Whereas traditional magnetic resonance imaging (MRI) generates a black-and-white image in which brightness is determined primarily by the T1 or T2 relaxation times of the tissue being imaged, the spectroscopic information obtained in an MRSI study can be used to infer further information about cellular activity (metabolic information). For example, in the context of oncology, an MRI scan may reveal the shape and size of a tumor, while an MRSI study provides additional information about the metabolic activity occurring in the tumor. MRSI can be performed on a standard MRI scanner, and the patient experience is the same for MRSI as for MRI. MRSI has broad applications in medicine, including oncology and general physiological studies.

When hydrogen is the target element, MRSI is also called 1H-nuclear magnetic resonance spectroscopic imaging and proton magnetic resonance spectroscopic imaging. MRSI can also be performed with phosphorus, or hyperpolarized carbon-13.

Magnetic resonance spectroscopy provides a window overlooking different biochemical processes that happen within the body. It is no longer restricted to solely being used in the field of research, and its applications in clinical practice are found to become increasingly common.

These biomedical applications of NMR, also known as nuclear magnetic resonance, are considered to be twofold: magnetic resonance imaging (MRI) and magnetic resonance spectroscopy (MRS).

Nuclear resonance occurs because the nuclei of at least one of the isotopes of most elements involved possess some sort of magnetic movement.

MRI is a non-invasive technique that provides us with information on T1 and T2, proton density, blood flow, perfusion of blood, and localized tissue temperature. MRS is a technique that provides us with information on tissue chemistry non-invasively.

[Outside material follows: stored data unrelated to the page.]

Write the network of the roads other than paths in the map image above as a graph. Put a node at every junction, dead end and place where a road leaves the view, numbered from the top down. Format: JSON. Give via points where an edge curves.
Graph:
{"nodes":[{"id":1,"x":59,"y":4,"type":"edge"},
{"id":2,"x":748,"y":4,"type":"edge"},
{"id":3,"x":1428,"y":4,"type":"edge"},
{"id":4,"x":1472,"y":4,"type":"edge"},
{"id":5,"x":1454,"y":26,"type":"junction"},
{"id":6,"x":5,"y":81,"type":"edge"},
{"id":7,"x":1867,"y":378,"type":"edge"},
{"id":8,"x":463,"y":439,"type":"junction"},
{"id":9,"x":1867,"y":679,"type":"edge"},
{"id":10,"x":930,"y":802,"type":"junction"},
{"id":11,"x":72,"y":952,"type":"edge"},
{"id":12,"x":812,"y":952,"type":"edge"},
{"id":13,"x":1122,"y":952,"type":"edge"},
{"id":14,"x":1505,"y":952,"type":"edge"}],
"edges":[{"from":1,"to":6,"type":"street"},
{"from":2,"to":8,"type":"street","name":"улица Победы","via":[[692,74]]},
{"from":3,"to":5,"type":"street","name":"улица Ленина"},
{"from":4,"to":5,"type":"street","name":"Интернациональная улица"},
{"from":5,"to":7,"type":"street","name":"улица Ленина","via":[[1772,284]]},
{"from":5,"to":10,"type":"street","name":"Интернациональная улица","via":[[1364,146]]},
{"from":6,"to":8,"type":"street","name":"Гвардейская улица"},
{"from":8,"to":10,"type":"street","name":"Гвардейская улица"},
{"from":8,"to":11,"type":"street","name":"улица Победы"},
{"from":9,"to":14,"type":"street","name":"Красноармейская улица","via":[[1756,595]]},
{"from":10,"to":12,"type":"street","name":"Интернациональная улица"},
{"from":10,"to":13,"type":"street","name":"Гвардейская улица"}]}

Both MRI and MRS can yield information on over 40 physico-chemical variables. The past few decades have been spent trying to develop techniques for establishing estimates in these variables and establishing their significance in clinical research as well. They are both increasingly being used as a means of predicting the evolution of disease and guiding us through different possible interventions.

Many have started involving MRI techniques in treatment options for cancer.

However, the main disadvantage of MR is that it usually takes minutes for it to acquire the images, which can be an issue when doctors are trying to look at images of the heart under emergency situations.

MR is also found to be involved in more acute amounts of prediction in the stroke field. It is able define the zones of where the brain tissue can be seen as irrecoverable, and then provides data to clinicians to be able to make informed therapeutic decisions.